- [Problem to work on]
Copy out all the entries shown below, exactly as they appear.

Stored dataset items

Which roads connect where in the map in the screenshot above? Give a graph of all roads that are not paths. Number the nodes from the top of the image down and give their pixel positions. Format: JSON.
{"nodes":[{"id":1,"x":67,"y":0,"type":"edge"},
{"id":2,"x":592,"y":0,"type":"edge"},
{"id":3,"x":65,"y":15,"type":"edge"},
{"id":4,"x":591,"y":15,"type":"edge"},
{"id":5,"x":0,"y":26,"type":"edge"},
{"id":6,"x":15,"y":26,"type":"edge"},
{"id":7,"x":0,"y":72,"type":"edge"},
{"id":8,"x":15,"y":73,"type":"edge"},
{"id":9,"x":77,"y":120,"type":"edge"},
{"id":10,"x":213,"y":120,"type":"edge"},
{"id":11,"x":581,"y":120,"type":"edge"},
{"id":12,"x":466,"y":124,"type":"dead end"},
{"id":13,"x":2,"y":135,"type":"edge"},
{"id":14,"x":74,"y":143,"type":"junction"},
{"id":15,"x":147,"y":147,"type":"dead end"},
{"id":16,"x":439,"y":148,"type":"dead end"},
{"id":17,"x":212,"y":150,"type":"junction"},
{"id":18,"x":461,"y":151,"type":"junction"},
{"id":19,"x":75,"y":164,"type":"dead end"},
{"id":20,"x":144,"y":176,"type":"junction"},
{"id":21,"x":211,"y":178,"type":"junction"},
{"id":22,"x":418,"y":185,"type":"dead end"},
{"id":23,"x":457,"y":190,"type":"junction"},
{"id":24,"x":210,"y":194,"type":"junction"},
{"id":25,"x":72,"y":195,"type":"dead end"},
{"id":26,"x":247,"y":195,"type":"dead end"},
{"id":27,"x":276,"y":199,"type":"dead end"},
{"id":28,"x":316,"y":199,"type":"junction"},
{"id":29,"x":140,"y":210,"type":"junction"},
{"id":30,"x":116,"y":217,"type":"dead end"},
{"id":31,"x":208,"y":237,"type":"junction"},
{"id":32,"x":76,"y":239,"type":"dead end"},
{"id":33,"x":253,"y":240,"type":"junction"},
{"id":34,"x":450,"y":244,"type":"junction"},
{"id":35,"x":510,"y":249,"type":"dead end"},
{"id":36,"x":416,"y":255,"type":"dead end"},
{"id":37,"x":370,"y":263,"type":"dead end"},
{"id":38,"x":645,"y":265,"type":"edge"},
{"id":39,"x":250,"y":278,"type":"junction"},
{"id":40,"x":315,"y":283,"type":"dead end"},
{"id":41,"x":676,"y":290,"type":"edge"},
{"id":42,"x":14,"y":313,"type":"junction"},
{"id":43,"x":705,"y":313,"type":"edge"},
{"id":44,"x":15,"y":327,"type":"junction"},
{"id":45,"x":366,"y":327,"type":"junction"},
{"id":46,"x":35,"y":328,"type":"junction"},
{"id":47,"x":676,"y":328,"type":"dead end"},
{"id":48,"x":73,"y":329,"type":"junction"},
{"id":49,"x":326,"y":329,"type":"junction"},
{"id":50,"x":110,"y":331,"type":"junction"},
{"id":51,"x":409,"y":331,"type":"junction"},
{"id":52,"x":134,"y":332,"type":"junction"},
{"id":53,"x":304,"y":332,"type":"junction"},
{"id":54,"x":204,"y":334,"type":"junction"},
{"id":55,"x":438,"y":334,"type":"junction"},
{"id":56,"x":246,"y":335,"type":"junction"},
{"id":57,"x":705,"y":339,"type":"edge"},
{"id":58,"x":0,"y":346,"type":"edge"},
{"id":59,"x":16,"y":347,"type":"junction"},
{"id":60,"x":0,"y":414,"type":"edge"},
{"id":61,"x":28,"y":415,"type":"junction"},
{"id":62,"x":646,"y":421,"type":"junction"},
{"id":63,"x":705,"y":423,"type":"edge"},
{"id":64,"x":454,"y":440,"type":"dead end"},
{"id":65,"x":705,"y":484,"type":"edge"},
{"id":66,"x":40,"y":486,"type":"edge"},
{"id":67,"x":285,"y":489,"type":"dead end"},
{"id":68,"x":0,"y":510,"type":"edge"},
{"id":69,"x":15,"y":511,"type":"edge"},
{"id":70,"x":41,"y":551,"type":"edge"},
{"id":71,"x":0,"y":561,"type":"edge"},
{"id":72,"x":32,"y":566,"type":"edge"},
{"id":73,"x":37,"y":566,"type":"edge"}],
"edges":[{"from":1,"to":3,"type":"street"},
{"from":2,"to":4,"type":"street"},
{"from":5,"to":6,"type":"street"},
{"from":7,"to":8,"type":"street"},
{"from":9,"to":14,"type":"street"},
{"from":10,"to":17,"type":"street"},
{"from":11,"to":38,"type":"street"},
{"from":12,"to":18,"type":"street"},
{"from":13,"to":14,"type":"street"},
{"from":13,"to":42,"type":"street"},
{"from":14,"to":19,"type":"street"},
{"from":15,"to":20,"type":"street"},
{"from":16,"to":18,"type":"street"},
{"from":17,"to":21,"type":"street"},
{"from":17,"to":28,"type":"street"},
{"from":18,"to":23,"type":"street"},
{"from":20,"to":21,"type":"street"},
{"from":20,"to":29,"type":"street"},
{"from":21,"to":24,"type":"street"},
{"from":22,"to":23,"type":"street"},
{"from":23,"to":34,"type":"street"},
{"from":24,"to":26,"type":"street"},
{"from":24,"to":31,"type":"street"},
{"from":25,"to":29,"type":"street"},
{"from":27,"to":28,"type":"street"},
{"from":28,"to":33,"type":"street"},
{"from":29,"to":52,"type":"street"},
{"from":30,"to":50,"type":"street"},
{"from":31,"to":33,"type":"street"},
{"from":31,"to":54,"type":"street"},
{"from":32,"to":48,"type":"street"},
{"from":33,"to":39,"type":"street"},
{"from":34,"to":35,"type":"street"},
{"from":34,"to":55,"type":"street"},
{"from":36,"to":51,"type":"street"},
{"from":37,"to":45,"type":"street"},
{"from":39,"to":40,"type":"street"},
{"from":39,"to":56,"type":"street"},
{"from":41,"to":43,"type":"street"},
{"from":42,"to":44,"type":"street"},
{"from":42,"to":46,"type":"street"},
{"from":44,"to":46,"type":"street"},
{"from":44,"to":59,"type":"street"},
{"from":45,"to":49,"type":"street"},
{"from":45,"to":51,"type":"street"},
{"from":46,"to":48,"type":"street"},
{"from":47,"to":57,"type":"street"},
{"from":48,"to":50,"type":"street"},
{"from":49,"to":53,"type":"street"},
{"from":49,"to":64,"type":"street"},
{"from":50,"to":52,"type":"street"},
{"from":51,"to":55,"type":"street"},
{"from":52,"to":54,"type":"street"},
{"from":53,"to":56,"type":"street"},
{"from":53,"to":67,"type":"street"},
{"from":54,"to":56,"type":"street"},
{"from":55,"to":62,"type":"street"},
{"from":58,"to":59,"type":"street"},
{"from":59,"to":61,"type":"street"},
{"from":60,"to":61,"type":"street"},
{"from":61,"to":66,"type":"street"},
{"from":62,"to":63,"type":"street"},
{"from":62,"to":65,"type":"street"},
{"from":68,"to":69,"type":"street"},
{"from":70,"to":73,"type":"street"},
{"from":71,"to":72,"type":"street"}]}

- [Response to the exercise]
Which roads connect where in the map in the screenshot above? Give a graph of all roads that are not paths. Number the nodes from the top of the image down and give their pixel positions. Format: JSON.
{"nodes":[{"id":1,"x":67,"y":0,"type":"edge"},
{"id":2,"x":592,"y":0,"type":"edge"},
{"id":3,"x":65,"y":15,"type":"edge"},
{"id":4,"x":591,"y":15,"type":"edge"},
{"id":5,"x":0,"y":26,"type":"edge"},
{"id":6,"x":15,"y":26,"type":"edge"},
{"id":7,"x":0,"y":72,"type":"edge"},
{"id":8,"x":15,"y":73,"type":"edge"},
{"id":9,"x":77,"y":120,"type":"edge"},
{"id":10,"x":213,"y":120,"type":"edge"},
{"id":11,"x":581,"y":120,"type":"edge"},
{"id":12,"x":466,"y":124,"type":"dead end"},
{"id":13,"x":2,"y":135,"type":"edge"},
{"id":14,"x":74,"y":143,"type":"junction"},
{"id":15,"x":147,"y":147,"type":"dead end"},
{"id":16,"x":439,"y":148,"type":"dead end"},
{"id":17,"x":212,"y":150,"type":"junction"},
{"id":18,"x":461,"y":151,"type":"junction"},
{"id":19,"x":75,"y":164,"type":"dead end"},
{"id":20,"x":144,"y":176,"type":"junction"},
{"id":21,"x":211,"y":178,"type":"junction"},
{"id":22,"x":418,"y":185,"type":"dead end"},
{"id":23,"x":457,"y":190,"type":"junction"},
{"id":24,"x":210,"y":194,"type":"junction"},
{"id":25,"x":72,"y":195,"type":"dead end"},
{"id":26,"x":247,"y":195,"type":"dead end"},
{"id":27,"x":276,"y":199,"type":"dead end"},
{"id":28,"x":316,"y":199,"type":"junction"},
{"id":29,"x":140,"y":210,"type":"junction"},
{"id":30,"x":116,"y":217,"type":"dead end"},
{"id":31,"x":208,"y":237,"type":"junction"},
{"id":32,"x":76,"y":239,"type":"dead end"},
{"id":33,"x":253,"y":240,"type":"junction"},
{"id":34,"x":450,"y":244,"type":"junction"},
{"id":35,"x":510,"y":249,"type":"dead end"},
{"id":36,"x":416,"y":255,"type":"dead end"},
{"id":37,"x":370,"y":263,"type":"dead end"},
{"id":38,"x":645,"y":265,"type":"edge"},
{"id":39,"x":250,"y":278,"type":"junction"},
{"id":40,"x":315,"y":283,"type":"dead end"},
{"id":41,"x":676,"y":290,"type":"edge"},
{"id":42,"x":14,"y":313,"type":"junction"},
{"id":43,"x":705,"y":313,"type":"edge"},
{"id":44,"x":15,"y":327,"type":"junction"},
{"id":45,"x":366,"y":327,"type":"junction"},
{"id":46,"x":35,"y":328,"type":"junction"},
{"id":47,"x":676,"y":328,"type":"dead end"},
{"id":48,"x":73,"y":329,"type":"junction"},
{"id":49,"x":326,"y":329,"type":"junction"},
{"id":50,"x":110,"y":331,"type":"junction"},
{"id":51,"x":409,"y":331,"type":"junction"},
{"id":52,"x":134,"y":332,"type":"junction"},
{"id":53,"x":304,"y":332,"type":"junction"},
{"id":54,"x":204,"y":334,"type":"junction"},
{"id":55,"x":438,"y":334,"type":"junction"},
{"id":56,"x":246,"y":335,"type":"junction"},
{"id":57,"x":705,"y":339,"type":"edge"},
{"id":58,"x":0,"y":346,"type":"edge"},
{"id":59,"x":16,"y":347,"type":"junction"},
{"id":60,"x":0,"y":414,"type":"edge"},
{"id":61,"x":28,"y":415,"type":"junction"},
{"id":62,"x":646,"y":421,"type":"junction"},
{"id":63,"x":705,"y":423,"type":"edge"},
{"id":64,"x":454,"y":440,"type":"dead end"},
{"id":65,"x":705,"y":484,"type":"edge"},
{"id":66,"x":40,"y":486,"type":"edge"},
{"id":67,"x":285,"y":489,"type":"dead end"},
{"id":68,"x":0,"y":510,"type":"edge"},
{"id":69,"x":15,"y":511,"type":"edge"},
{"id":70,"x":41,"y":551,"type":"edge"},
{"id":71,"x":0,"y":561,"type":"edge"},
{"id":72,"x":32,"y":566,"type":"edge"},
{"id":73,"x":37,"y":566,"type":"edge"}],
"edges":[{"from":1,"to":3,"type":"street"},
{"from":2,"to":4,"type":"street"},
{"from":5,"to":6,"type":"street"},
{"from":7,"to":8,"type":"street"},
{"from":9,"to":14,"type":"street"},
{"from":10,"to":17,"type":"street"},
{"from":11,"to":38,"type":"street"},
{"from":12,"to":18,"type":"street"},
{"from":13,"to":14,"type":"street"},
{"from":13,"to":42,"type":"street"},
{"from":14,"to":19,"type":"street"},
{"from":15,"to":20,"type":"street"},
{"from":16,"to":18,"type":"street"},
{"from":17,"to":21,"type":"street"},
{"from":17,"to":28,"type":"street"},
{"from":18,"to":23,"type":"street"},
{"from":20,"to":21,"type":"street"},
{"from":20,"to":29,"type":"street"},
{"from":21,"to":24,"type":"street"},
{"from":22,"to":23,"type":"street"},
{"from":23,"to":34,"type":"street"},
{"from":24,"to":26,"type":"street"},
{"from":24,"to":31,"type":"street"},
{"from":25,"to":29,"type":"street"},
{"from":27,"to":28,"type":"street"},
{"from":28,"to":33,"type":"street"},
{"from":29,"to":52,"type":"street"},
{"from":30,"to":50,"type":"street"},
{"from":31,"to":33,"type":"street"},
{"from":31,"to":54,"type":"street"},
{"from":32,"to":48,"type":"street"},
{"from":33,"to":39,"type":"street"},
{"from":34,"to":35,"type":"street"},
{"from":34,"to":55,"type":"street"},
{"from":36,"to":51,"type":"street"},
{"from":37,"to":45,"type":"street"},
{"from":39,"to":40,"type":"street"},
{"from":39,"to":56,"type":"street"},
{"from":41,"to":43,"type":"street"},
{"from":42,"to":44,"type":"street"},
{"from":42,"to":46,"type":"street"},
{"from":44,"to":46,"type":"street"},
{"from":44,"to":59,"type":"street"},
{"from":45,"to":49,"type":"street"},
{"from":45,"to":51,"type":"street"},
{"from":46,"to":48,"type":"street"},
{"from":47,"to":57,"type":"street"},
{"from":48,"to":50,"type":"street"},
{"from":49,"to":53,"type":"street"},
{"from":49,"to":64,"type":"street"},
{"from":50,"to":52,"type":"street"},
{"from":51,"to":55,"type":"street"},
{"from":52,"to":54,"type":"street"},
{"from":53,"to":56,"type":"street"},
{"from":53,"to":67,"type":"street"},
{"from":54,"to":56,"type":"street"},
{"from":55,"to":62,"type":"street"},
{"from":58,"to":59,"type":"street"},
{"from":59,"to":61,"type":"street"},
{"from":60,"to":61,"type":"street"},
{"from":61,"to":66,"type":"street"},
{"from":62,"to":63,"type":"street"},
{"from":62,"to":65,"type":"street"},
{"from":68,"to":69,"type":"street"},
{"from":70,"to":73,"type":"street"},
{"from":71,"to":72,"type":"street"}]}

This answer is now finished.